__What the task asks__
Go through the data below and copy each line where the word "dead" occurs.

__Exercise data__

◆ ◆ ◆ ◆ ◆

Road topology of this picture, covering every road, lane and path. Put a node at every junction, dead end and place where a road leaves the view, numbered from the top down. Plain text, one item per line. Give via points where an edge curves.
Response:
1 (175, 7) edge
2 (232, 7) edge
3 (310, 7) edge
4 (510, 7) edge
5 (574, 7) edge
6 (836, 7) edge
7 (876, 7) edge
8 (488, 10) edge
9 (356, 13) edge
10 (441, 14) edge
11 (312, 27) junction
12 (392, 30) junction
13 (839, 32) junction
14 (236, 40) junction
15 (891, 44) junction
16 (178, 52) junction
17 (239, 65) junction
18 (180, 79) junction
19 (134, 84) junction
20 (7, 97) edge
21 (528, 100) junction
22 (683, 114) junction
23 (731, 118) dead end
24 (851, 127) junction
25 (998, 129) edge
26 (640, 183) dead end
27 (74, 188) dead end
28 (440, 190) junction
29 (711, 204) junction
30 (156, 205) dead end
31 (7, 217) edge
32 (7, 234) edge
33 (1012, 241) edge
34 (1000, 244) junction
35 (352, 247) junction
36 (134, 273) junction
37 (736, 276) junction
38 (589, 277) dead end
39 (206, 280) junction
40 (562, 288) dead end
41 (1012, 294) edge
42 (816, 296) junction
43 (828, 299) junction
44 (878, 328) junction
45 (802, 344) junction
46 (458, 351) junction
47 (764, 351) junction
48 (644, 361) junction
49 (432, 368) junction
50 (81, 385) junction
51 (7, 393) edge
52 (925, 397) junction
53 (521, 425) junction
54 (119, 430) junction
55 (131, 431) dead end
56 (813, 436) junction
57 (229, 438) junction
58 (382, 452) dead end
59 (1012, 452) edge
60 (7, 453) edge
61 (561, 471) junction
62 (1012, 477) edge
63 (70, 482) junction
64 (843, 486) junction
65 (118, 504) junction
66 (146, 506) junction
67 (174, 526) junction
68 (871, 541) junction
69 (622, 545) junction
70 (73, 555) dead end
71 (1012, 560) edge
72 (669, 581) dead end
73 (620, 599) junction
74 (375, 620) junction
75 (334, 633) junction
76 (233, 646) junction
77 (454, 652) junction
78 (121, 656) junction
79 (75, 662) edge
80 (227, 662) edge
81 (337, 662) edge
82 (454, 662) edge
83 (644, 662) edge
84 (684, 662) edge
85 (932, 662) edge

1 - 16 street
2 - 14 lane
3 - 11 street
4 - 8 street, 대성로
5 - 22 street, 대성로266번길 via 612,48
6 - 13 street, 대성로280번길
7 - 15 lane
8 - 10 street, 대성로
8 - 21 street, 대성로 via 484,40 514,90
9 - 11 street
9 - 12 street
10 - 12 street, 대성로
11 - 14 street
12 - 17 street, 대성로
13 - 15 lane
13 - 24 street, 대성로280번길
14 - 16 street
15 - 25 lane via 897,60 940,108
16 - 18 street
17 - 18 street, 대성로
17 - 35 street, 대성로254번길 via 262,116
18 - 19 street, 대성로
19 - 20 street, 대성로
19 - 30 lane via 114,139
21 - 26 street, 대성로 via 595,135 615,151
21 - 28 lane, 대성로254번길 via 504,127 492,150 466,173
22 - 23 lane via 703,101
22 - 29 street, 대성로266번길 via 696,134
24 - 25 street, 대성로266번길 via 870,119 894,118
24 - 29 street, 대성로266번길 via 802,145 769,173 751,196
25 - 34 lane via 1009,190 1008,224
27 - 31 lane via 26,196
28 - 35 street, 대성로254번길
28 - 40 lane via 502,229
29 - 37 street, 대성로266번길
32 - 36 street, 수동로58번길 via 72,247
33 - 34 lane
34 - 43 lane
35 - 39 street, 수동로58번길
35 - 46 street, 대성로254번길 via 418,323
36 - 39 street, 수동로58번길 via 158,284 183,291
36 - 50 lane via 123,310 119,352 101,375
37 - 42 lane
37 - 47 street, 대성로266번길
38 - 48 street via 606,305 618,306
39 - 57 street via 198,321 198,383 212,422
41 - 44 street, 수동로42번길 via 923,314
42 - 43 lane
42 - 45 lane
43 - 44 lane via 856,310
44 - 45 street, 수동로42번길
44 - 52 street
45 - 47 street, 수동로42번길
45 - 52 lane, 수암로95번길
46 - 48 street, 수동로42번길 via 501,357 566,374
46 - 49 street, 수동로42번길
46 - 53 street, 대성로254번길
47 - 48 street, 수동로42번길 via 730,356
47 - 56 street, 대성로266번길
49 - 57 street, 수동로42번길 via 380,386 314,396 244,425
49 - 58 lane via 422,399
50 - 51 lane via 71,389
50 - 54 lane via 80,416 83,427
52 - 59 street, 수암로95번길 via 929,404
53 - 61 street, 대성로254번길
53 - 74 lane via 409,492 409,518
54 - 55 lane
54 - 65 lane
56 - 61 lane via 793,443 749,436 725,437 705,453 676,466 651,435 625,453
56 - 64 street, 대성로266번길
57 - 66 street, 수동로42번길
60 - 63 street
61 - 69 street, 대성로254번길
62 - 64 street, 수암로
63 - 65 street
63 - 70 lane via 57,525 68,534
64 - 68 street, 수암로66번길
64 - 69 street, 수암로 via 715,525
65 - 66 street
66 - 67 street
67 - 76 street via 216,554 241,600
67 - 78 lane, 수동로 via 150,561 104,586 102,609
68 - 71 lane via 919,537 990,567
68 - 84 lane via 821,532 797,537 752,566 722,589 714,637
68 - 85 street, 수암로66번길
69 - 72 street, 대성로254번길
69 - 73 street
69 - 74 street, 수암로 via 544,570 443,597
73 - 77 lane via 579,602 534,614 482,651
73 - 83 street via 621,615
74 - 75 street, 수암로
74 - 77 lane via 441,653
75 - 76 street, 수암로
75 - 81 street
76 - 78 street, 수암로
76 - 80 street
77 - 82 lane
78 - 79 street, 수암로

◆ ◆ ◆ ◆ ◆

__Result for this exercise__
Road topology of this picture, covering every road, lane and path. Put a node at every junction, dead end and place where a road leaves the view, numbered from the top down. Plain text, one item per line. Give via points where an edge curves.
23 (731, 118) dead end
26 (640, 183) dead end
27 (74, 188) dead end
30 (156, 205) dead end
38 (589, 277) dead end
40 (562, 288) dead end
55 (131, 431) dead end
58 (382, 452) dead end
70 (73, 555) dead end
72 (669, 581) dead end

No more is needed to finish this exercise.